### SOURCE INFORMATION
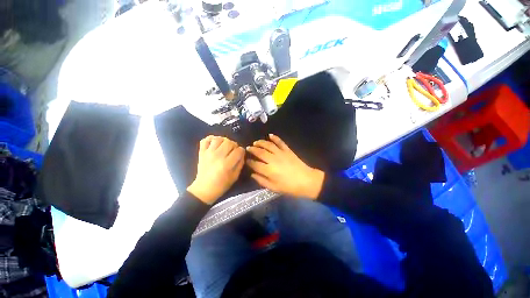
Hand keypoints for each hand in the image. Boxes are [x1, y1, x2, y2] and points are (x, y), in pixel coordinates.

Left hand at [187, 136, 244, 204]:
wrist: (204, 189)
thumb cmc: (221, 185)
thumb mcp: (235, 176)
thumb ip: (240, 163)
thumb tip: (242, 153)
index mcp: (227, 164)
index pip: (238, 150)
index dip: (242, 151)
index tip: (241, 153)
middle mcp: (217, 156)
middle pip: (229, 142)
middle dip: (234, 145)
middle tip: (233, 150)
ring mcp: (208, 153)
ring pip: (219, 139)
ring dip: (224, 141)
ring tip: (225, 146)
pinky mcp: (201, 152)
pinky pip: (205, 140)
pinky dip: (211, 138)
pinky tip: (215, 143)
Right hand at [246, 134, 324, 199]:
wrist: (306, 181)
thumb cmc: (290, 187)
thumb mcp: (274, 188)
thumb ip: (262, 181)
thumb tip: (252, 174)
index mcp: (269, 170)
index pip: (255, 164)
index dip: (249, 162)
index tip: (246, 160)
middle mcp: (273, 160)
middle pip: (260, 152)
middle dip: (252, 149)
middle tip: (248, 148)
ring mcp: (281, 153)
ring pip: (268, 145)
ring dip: (261, 142)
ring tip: (255, 142)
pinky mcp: (288, 150)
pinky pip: (280, 142)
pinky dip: (275, 137)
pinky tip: (270, 135)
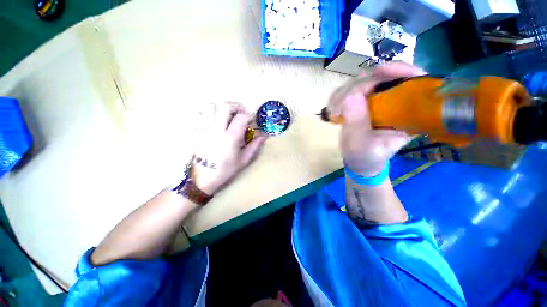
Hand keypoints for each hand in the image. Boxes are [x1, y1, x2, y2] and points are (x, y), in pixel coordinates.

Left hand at [191, 102, 266, 194]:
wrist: (203, 177)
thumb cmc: (225, 170)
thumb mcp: (243, 160)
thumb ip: (254, 145)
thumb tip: (263, 135)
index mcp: (230, 138)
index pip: (241, 117)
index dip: (248, 116)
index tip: (251, 120)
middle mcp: (216, 129)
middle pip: (225, 106)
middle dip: (236, 106)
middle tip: (241, 113)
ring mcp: (204, 128)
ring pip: (212, 107)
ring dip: (222, 108)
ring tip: (228, 116)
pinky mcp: (196, 130)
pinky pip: (201, 114)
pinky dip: (210, 113)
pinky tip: (215, 121)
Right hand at [329, 63, 424, 176]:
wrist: (358, 159)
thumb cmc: (366, 156)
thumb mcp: (362, 145)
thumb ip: (357, 123)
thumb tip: (351, 95)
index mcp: (407, 113)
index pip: (413, 81)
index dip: (400, 70)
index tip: (378, 71)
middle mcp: (394, 101)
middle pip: (381, 76)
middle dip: (358, 86)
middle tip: (341, 105)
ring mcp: (376, 99)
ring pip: (362, 80)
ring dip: (344, 92)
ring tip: (335, 111)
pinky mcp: (361, 101)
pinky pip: (348, 89)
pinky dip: (337, 96)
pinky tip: (333, 109)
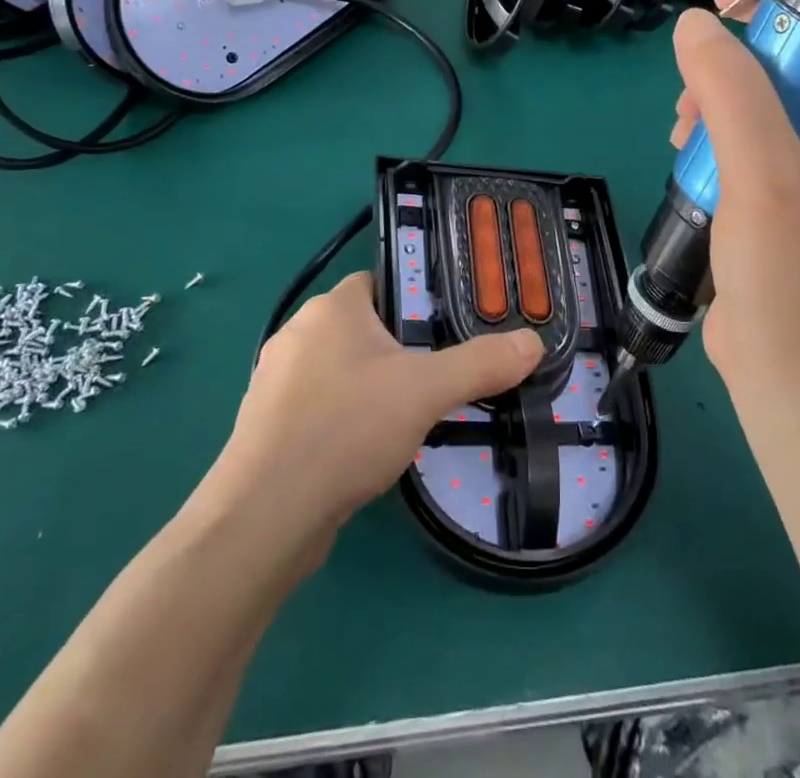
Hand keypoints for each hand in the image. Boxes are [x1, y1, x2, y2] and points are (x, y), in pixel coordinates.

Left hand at [206, 273, 541, 544]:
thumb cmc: (346, 428)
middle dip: (398, 350)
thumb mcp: (426, 391)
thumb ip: (482, 363)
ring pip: (340, 370)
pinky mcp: (266, 425)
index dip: (415, 301)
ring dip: (371, 387)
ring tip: (407, 417)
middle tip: (437, 377)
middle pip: (362, 327)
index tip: (446, 331)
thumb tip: (534, 343)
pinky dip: (344, 419)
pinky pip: (318, 406)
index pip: (380, 283)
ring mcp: (275, 380)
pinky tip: (365, 450)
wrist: (264, 516)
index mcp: (331, 307)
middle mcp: (297, 332)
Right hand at [670, 0, 799, 416]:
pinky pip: (752, 144)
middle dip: (740, 64)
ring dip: (720, 103)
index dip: (798, 5)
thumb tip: (695, 25)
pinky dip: (717, 140)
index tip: (732, 5)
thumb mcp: (762, 169)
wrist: (791, 382)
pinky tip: (687, 157)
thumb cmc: (793, 274)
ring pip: (768, 104)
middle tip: (695, 83)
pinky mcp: (788, 203)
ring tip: (683, 130)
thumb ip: (731, 88)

### EXERCISE
Without the pictures, repeat every record above exactly as written.

### RESULT FOR THIS TASK
Hand keypoints for each hand in the image. Boxes are [x1, y1, x2, y2] and points are (x, y), in pixel coordinates.

Left hand at [187, 136, 244, 204]:
wrist: (204, 189)
thumb cmc: (221, 185)
thumb mcp: (235, 176)
thumb ip: (240, 163)
thumb tip: (242, 153)
index mcp: (227, 164)
index pip: (238, 150)
index dip: (242, 151)
index tip: (241, 153)
middle mcp: (217, 156)
middle pip: (229, 142)
middle dip: (234, 145)
middle tip: (233, 150)
ring mcp: (208, 153)
ring pip: (219, 139)
ring dip: (224, 141)
ring tip: (225, 146)
pinky mcp: (201, 152)
pinky pip: (205, 140)
pinky dip: (211, 138)
pinky tip: (215, 143)
Right hand at [246, 134, 324, 199]:
wrist: (306, 181)
thumb cmc: (290, 187)
thumb mcp: (274, 188)
thumb ip: (262, 181)
thumb tip: (252, 174)
index mcp: (269, 170)
index pip: (255, 164)
index dip: (249, 162)
index tip: (246, 160)
middle mcp: (273, 160)
middle pip: (260, 152)
middle dip: (252, 149)
middle tip: (248, 148)
ring mcp: (281, 153)
ring pip: (268, 145)
ring dip: (261, 142)
ring tip: (255, 142)
pinky mcp: (288, 150)
pinky pip: (280, 142)
pinky dip: (275, 137)
pinky tip: (270, 135)
Hand keypoints for each hand in the image. Boxes are [x1, y1, x2, y2] and points are (x, y), in pixel coordinates.

Left hand at [191, 102, 266, 194]:
wrist: (203, 177)
thumb cmc: (225, 170)
thumb mcp: (243, 160)
thumb ip: (254, 145)
thumb tip: (263, 135)
index mcp: (230, 138)
index pip: (241, 117)
index dip: (248, 116)
index tip: (251, 120)
middle mcp: (216, 129)
middle pip: (225, 106)
middle dip: (236, 106)
middle tip: (241, 113)
ring mcp: (204, 128)
ring pip: (212, 107)
ring dip: (222, 108)
ring tip: (228, 116)
pinky mcp: (196, 130)
pinky pip: (201, 114)
pinky dip: (210, 113)
pinky tip: (215, 121)
Right hand at [329, 63, 424, 176]:
wrist: (358, 159)
thumb cmc: (366, 156)
thumb mcp: (362, 145)
thumb ip: (357, 123)
thumb tip: (351, 95)
index mcp: (407, 113)
index pip: (413, 81)
index dip: (400, 70)
index tip: (378, 71)
middle mcp: (394, 101)
middle pip: (381, 76)
middle dip: (358, 86)
middle tip: (341, 105)
ring mcp: (376, 99)
ring pip: (362, 80)
ring dip: (344, 92)
ring tip: (335, 111)
pinky mcp: (361, 101)
pinky pip: (348, 89)
pinky dip: (337, 96)
pinky tip: (333, 109)
Hand keypoints for each hand in the image. Boxes are [x1, y1, x2, y2] and points are (x, y), in pixel coordinates.

Left hand at [206, 273, 541, 544]:
thumb cmc: (346, 428)
middle dip: (398, 350)
thumb mcp: (426, 391)
thumb ip: (482, 363)
ring pip: (340, 370)
pinky mcp: (266, 425)
index dip: (415, 301)
ring dip: (371, 387)
ring tip: (407, 417)
middle tip: (437, 377)
middle pip: (362, 327)
index tip: (446, 331)
thumb tip: (534, 343)
pinky dip: (344, 419)
pinky pip: (318, 406)
index pip: (380, 283)
ring mcp: (275, 380)
pinky tip: (365, 450)
wrist: (264, 516)
index mcp: (331, 307)
middle mcp: (297, 332)
Right hand at [670, 0, 799, 416]:
pinky pip: (752, 144)
middle dip: (740, 64)
ring dip: (720, 103)
index dip: (798, 5)
thumb tip: (695, 25)
pinky dip: (717, 140)
index tip: (732, 5)
thumb mcp: (762, 169)
wrist: (791, 382)
pinky tip: (687, 157)
thumb cmc: (793, 274)
ring pip: (768, 104)
middle tip: (695, 83)
pinky mcp: (788, 203)
ring tip: (683, 130)
thumb ip: (731, 88)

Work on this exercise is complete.